Quel film vous fait pleurer ?
« Il était une fois dans l’Ouest », les images de Sergio Léone sur les musiques d’Ennio Morricone, « Voyage au bout de l’enfer », « le voleur de bicyclette », « Elephant Man”, “Gerry”, “Mouchette”, “M le Maudit”… Larmes, je ne sais pas, grands sentiments oui.
Quand vous vous regardez dans un miroir qui voyez-vous ?
Un autre.
A qui n’avez-vous jamais osé écrire ?
Personne.
Quel(le) ville ou lieu a pour vous valeur de mythe ?

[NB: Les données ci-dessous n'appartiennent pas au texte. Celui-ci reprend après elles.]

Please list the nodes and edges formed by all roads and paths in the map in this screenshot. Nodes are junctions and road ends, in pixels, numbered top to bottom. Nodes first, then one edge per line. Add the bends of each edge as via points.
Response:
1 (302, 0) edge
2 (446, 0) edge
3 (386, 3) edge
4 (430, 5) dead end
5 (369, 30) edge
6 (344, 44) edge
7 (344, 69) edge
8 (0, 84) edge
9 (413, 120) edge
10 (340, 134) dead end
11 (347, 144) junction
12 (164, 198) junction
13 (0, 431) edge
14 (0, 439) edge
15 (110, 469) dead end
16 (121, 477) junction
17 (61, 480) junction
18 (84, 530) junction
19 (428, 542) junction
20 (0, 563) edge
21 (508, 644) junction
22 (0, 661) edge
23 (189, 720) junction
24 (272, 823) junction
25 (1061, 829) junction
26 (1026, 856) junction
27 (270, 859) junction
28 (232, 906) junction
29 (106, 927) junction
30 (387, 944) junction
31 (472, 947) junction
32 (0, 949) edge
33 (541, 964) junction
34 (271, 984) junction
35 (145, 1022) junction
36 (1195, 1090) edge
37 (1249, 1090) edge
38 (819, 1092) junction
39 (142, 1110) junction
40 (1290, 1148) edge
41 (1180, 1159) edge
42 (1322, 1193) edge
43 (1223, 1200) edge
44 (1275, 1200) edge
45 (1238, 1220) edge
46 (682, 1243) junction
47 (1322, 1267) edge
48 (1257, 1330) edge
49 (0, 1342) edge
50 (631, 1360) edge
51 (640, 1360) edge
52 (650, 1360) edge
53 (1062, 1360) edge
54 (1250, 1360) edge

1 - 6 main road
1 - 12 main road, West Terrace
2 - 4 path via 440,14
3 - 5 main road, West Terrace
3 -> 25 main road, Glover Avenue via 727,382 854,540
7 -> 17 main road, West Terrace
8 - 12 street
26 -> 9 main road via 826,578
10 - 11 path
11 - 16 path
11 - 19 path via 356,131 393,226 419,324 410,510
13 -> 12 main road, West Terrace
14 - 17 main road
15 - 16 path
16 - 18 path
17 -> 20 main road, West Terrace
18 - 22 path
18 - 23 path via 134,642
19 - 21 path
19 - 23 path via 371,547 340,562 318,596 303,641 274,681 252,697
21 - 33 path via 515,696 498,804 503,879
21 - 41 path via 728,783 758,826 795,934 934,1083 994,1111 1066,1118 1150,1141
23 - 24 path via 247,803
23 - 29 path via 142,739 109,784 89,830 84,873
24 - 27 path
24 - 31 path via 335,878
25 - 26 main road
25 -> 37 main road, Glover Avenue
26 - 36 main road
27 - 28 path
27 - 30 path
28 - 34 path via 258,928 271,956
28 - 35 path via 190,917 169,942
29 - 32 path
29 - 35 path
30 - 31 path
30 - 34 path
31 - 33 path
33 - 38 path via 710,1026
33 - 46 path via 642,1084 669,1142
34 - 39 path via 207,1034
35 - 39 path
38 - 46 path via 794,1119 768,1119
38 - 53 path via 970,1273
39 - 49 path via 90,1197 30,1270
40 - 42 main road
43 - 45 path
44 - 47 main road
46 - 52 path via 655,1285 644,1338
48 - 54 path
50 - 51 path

Rue Haxo (titre d’un livre sur mon travail qui va bientôt sortir aux Editions L’Espace d’En Bas), c’est de là que tout a démarré.
Quels sont les artistes et écrivains dont vous vous sentez le plus proche ?
Les accidentés, les possédés.
Qu’aimeriez-vous recevoir pour votre anniversaire ?
Passer une soirée à picoler avec Billie Holiday, Charlie Parker, John Coltrane, Jim Morrison, Kurt Cobain, Joe Strummer, Jeffrey Lee Pierce, François Truffaut, Patrick Dewaere, Pierre Desproges, Maurice Ronet, Marie Trintignant, Guillaume Depardieu, Serge Reggiani, Simone Signoret, Elvis Presley, Edit Piaf, Alain Bashung, Ali Farka Touré, Chet Baker, Elliot Smith, Marvin Gaye, Lizzy Mercier Descloux, Rowland Howard, Daniel Darc, Lou Reed, Nico, Lhasa, Jack Kerouac, Hervé Guibert, John Fante, Arthur Rimbaud, Robert Mapplethorpe, Vincent Van Gogh, Pierre Molinier… et autres (j’en oublie).
Que défendez-vous ?
Je tente d’exister dans un monde avec les autres sans être bouffée par le fait même de leur présence.
Que vous inspire la phrase de Lacan : “L’Amour c’est donner quelque chose qu’on n’a pas à quelqu’un qui n’en veut pas”?
“L’Amour c’est donner quelqu’un qu’on n’a pas à quelque chose qui n’en veut pas”.
Que pensez-vous de celle de W. Allen : “La réponse est oui mais quelle était la question ?“
“La question est oui mais quelle était la réponse ?”
Quelle question ai-je oublié de vous poser ?
Quelle question ai-je posé de vous oublier ?
Présentation et entretien réalisés par jean-paul gavard-perret pour lelitteraire.com, le 18 novembre 2022.